I'm trying to extract all the text in this html that is inside the itemprop="ingredients".
I saw this answer, and it's exactly what I want, but there are elements specified, and my text is not nested inside.
This is the html:
<li itemprop="ingredients">Beginning of ingredient
<a href="some-link" data-ct-category="Other"
data-ct-action="Site Search"
data-ct-information="Recipe Search - Hellmann's® or Best Foods® Real Mayonnaise"
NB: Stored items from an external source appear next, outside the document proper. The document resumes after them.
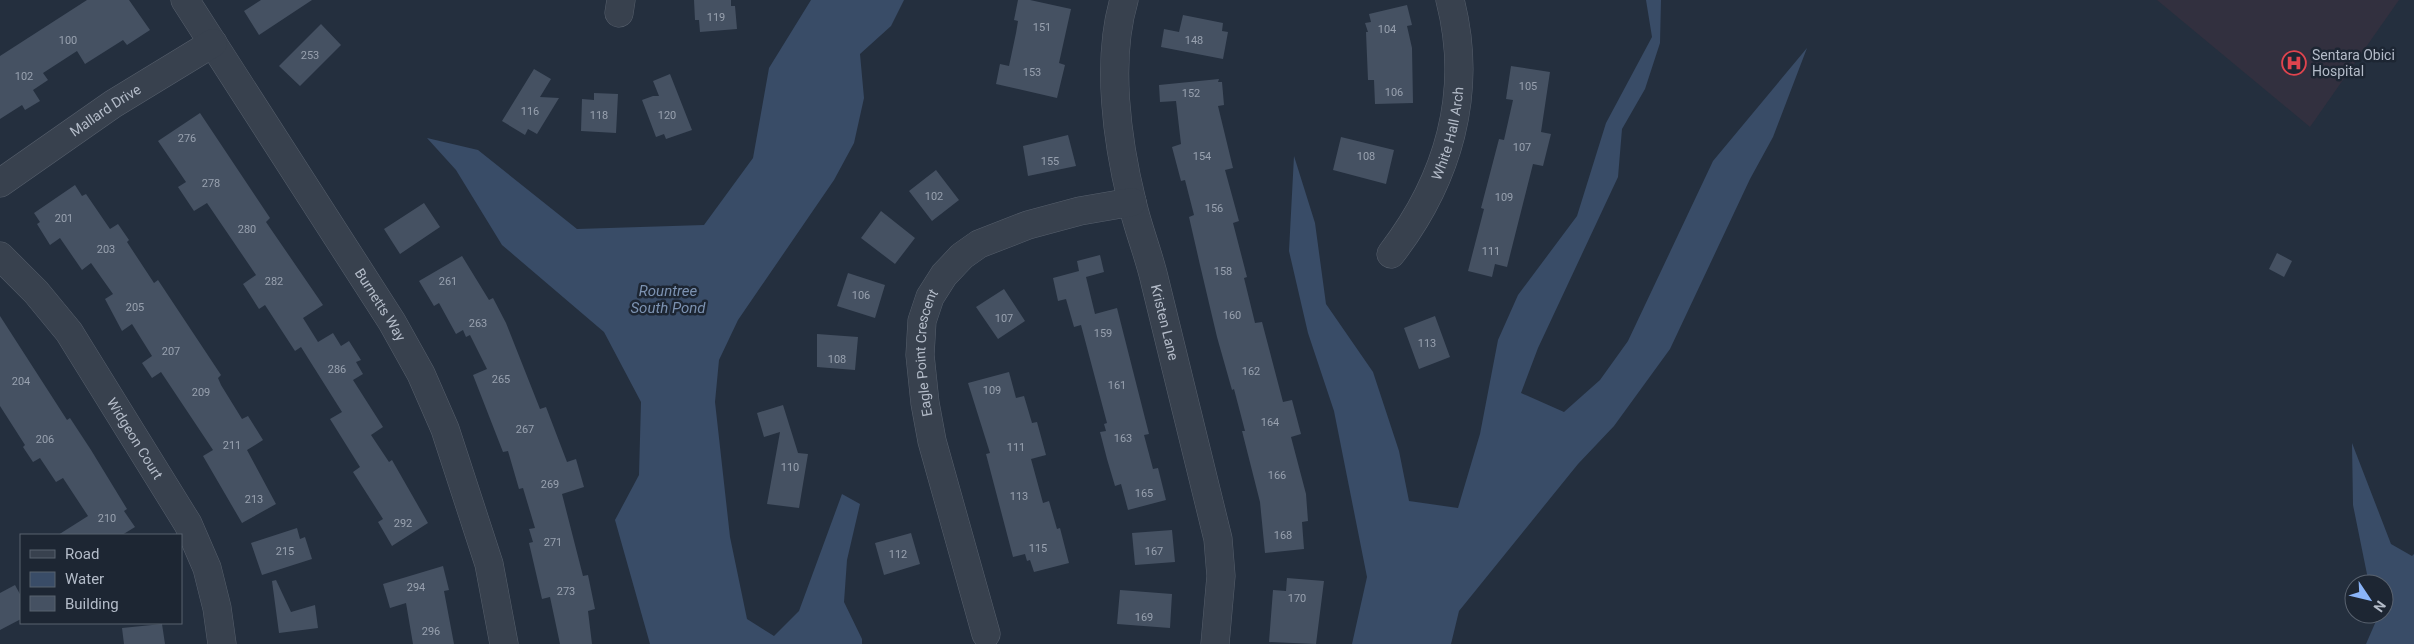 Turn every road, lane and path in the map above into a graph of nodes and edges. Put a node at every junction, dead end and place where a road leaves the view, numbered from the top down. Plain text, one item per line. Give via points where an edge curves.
1 (185, 0) edge
2 (1124, 0) edge
3 (1450, 0) edge
4 (213, 43) junction
5 (0, 183) edge
6 (1132, 202) junction
7 (1392, 254) dead end
8 (0, 256) edge
9 (986, 634) dead end
10 (222, 644) edge
11 (504, 644) edge
12 (1215, 644) edge

1 - 4 street, Burnetts Way
2 - 6 street, Kristen Lane via 1114,52 1116,100
3 - 7 street, White Hall Arch via 1457,27 1460,62 1458,96 1447,152 1414,225
4 - 5 street, Mallard Drive via 113,104
4 - 11 street, Burnetts Way via 392,322 421,374 445,429 475,517 489,564
6 - 9 street, Eagle Point Crescent via 1028,225 979,244 944,275 930,297 922,321 920,355 925,403 932,441
6 - 12 street, Kristen Lane via 1154,277 1218,539 1221,576
8 - 10 street, Widgeon Court via 69,332 188,524 207,568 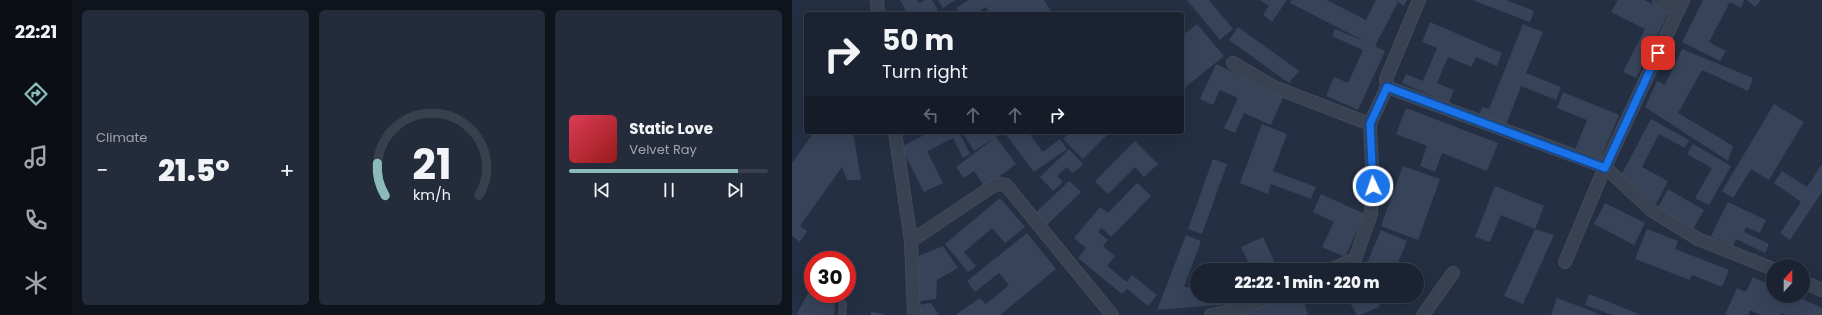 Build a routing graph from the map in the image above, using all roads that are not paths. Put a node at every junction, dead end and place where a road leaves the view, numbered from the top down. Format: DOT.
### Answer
graph roads {
  1 [pos="877,0"];
  2 [pos="1419,0"];
  3 [pos="1659,0"];
  4 [pos="1681,5"];
  5 [pos="878,12"];
  6 [pos="1233,63"];
  7 [pos="1387,87"];
  8 [pos="1370,124"];
  9 [pos="895,134"];
  10 [pos="1605,168"];
  11 [pos="911,241"];
  12 [pos="1566,262"];
  13 [pos="1346,263"];
  14 [pos="1766,266"];
  15 [pos="1452,273"];
  16 [pos="1810,285"];
  17 [pos="1822,290"];
  18 [pos="1255,303"];
  19 [pos="843,304"];
  20 [pos="842,315"];
  21 [pos="914,315"];
  22 [pos="1112,315"];
  23 [pos="1210,315"];
  24 [pos="1423,315"];
  1 -- 5 [label="street"];
  2 -- 7 [label="street"];
  3 -- 4 [label="street"];
  4 -- 10 [label="street"];
  6 -- 8 [label="street"];
  7 -- 8 [label="street"];
  7 -- 10 [label="street"];
  8 -- 13 [label="street"];
  9 -- 11 [label="street"];
  10 -- 12 [label="street"];
  10 -- 14 [label="street"];
  11 -- 21 [label="street"];
  11 -- 22 [label="street"];
  15 -- 24 [label="street"];
  16 -- 17 [label="street"];
  18 -- 23 [label="street"];
  19 -- 20 [label="lane"];
} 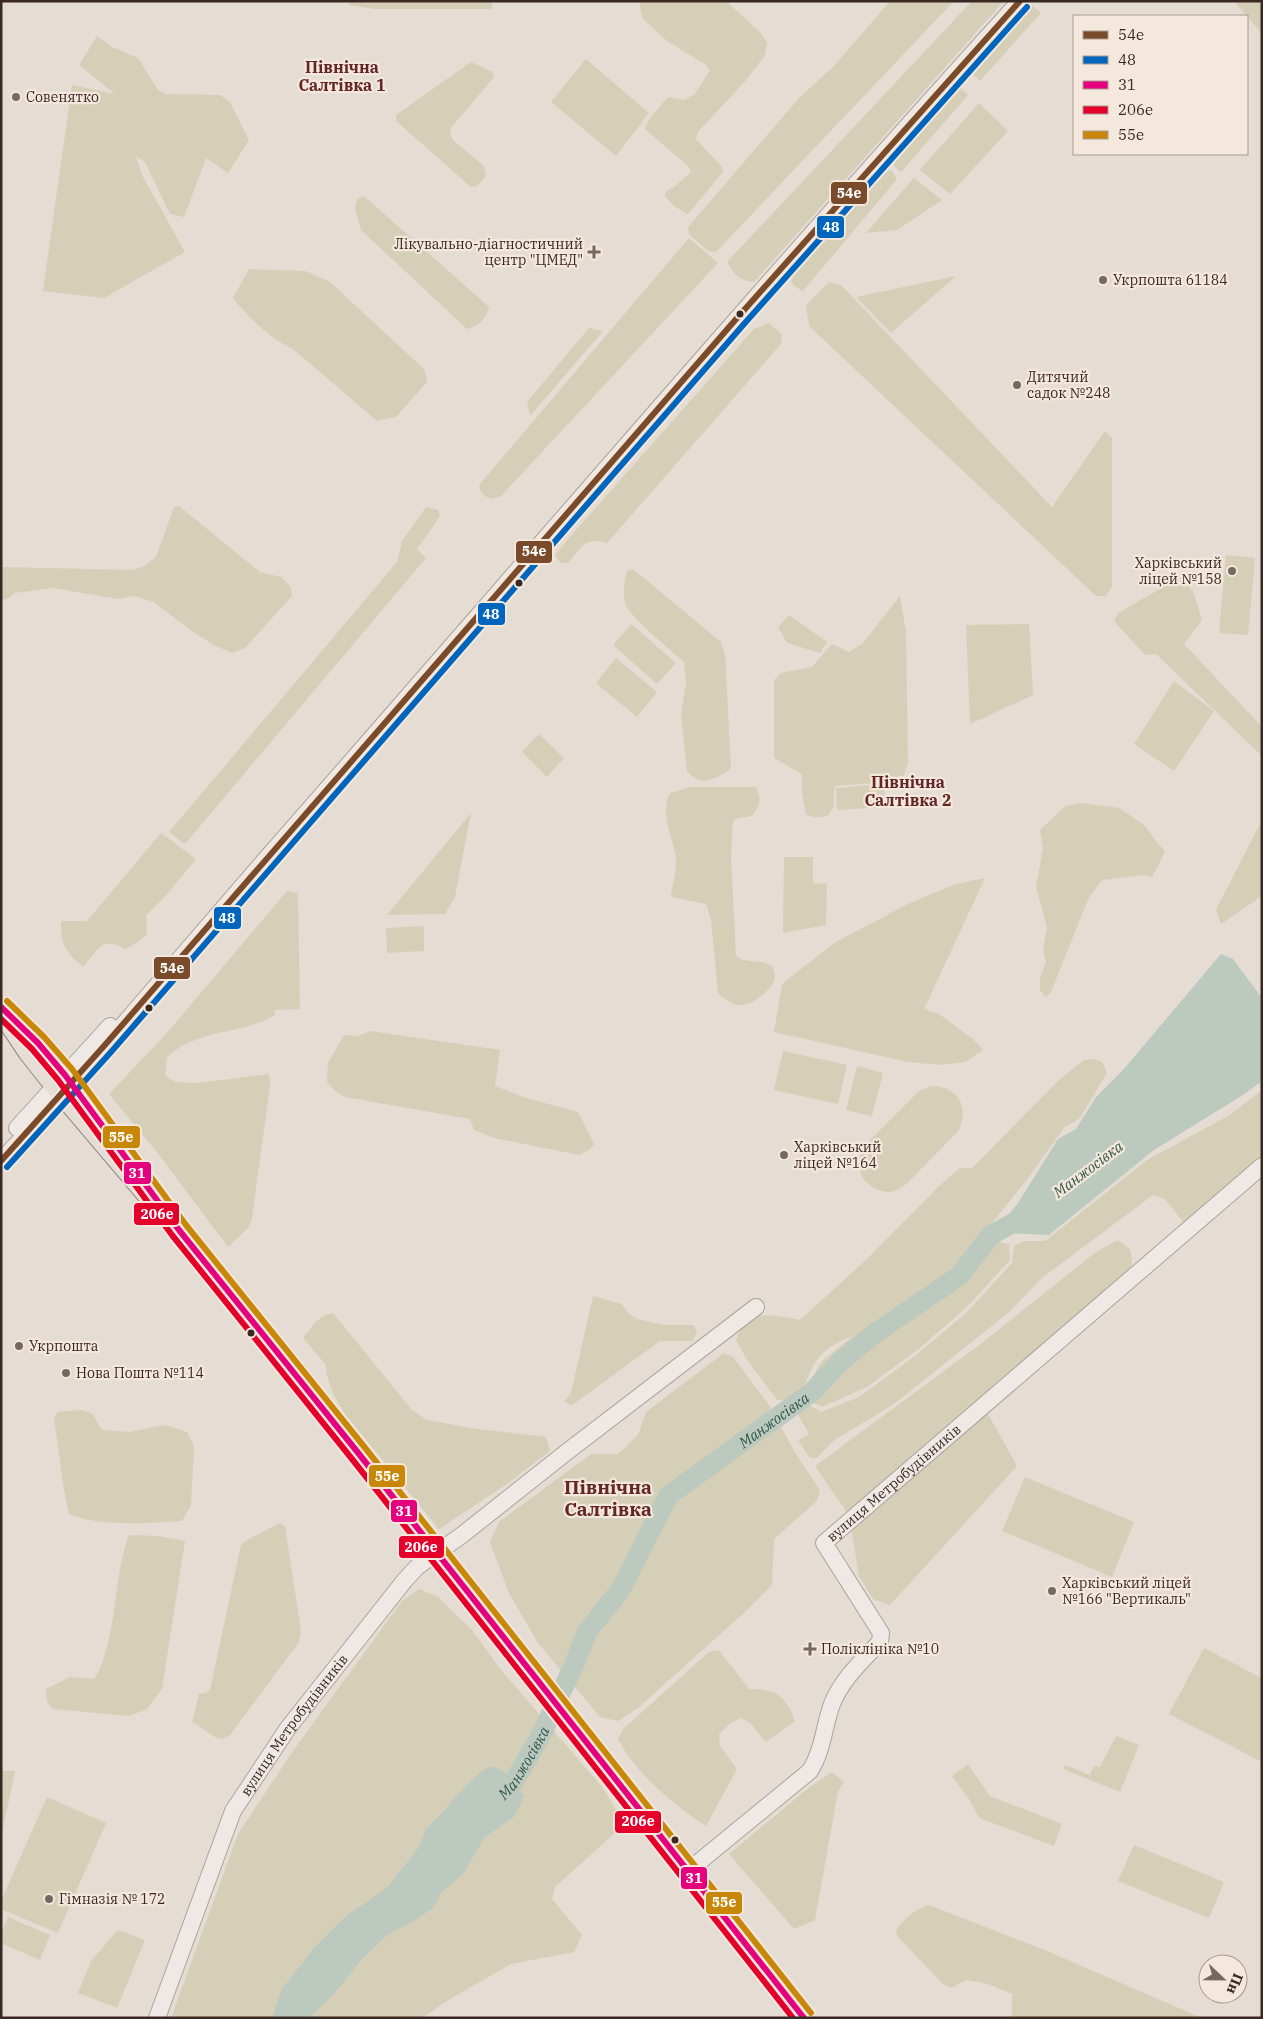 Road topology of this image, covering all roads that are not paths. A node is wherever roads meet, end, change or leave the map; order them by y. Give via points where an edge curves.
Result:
1 (1020, 1) edge
2 (1, 1007) edge
3 (1, 1010) edge
4 (64, 1085) junction
5 (1, 1145) edge
6 (1, 1161) edge
7 (1262, 1166) edge
8 (756, 1307) dead end
9 (436, 1552) junction
10 (688, 1871) junction
11 (156, 2018) edge
12 (804, 2018) edge

1 - 4 street via 757,296 197,937 144,1002
2 - 4 main road via 38,1043
3 - 4 main road via 29,1052
4 - 5 street
4 - 6 street
4 - 9 main road
7 - 10 street, вулиця Метробудівників via 824,1543 881,1633 880,1642 840,1688 832,1704 818,1758 810,1771
8 - 9 street, вулиця Метробудівників
9 - 10 main road
9 - 11 street, вулиця Метробудівників via 405,1580 288,1728 233,1811
10 - 12 main road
data-ct-attr="some_attr">Rest of Ingredient</a>
</li>
<li itemprop="ingredients">Another ingredient</li>
<li itemprop="ingredients">Another ingredient</li>
<li itemprop="ingredients">Another ingredient</li>
<li itemprop="ingredients">Another ingredient</li>
<li itemprop="ingredients">Another ingredient</li>
What I need is to get the text back as a list, and the first element on this list will be "Beginning of ingredient insert space here, join or somethingRest of Ingredient", and the other elements will be "Another ingredient".
I got close with:
for row in response.xpath('//*[@itemprop="ingredients"]/descendant-or-self::*/text()'):
... print row.extract()
...
Beginning of ingredient
Rest of Ingredient
Another ingredient
Another ingredient
Another ingredient
Another ingredient
Another ingredient
So when I put it in a list by using extract_first() on each row, I get this:
['Beginning of ingredient', "Rest of Ingredient", 'Another ingredient', 'Another ingredient', 'Another ingredient', 'Another ingredient', 'Another ingredient']
But I want this:
['Beginning of ingredient Rest of Ingredient', 'Another ingredient', 'Another ingredient', 'Another ingredient', 'Another ingredient', 'Another ingredient']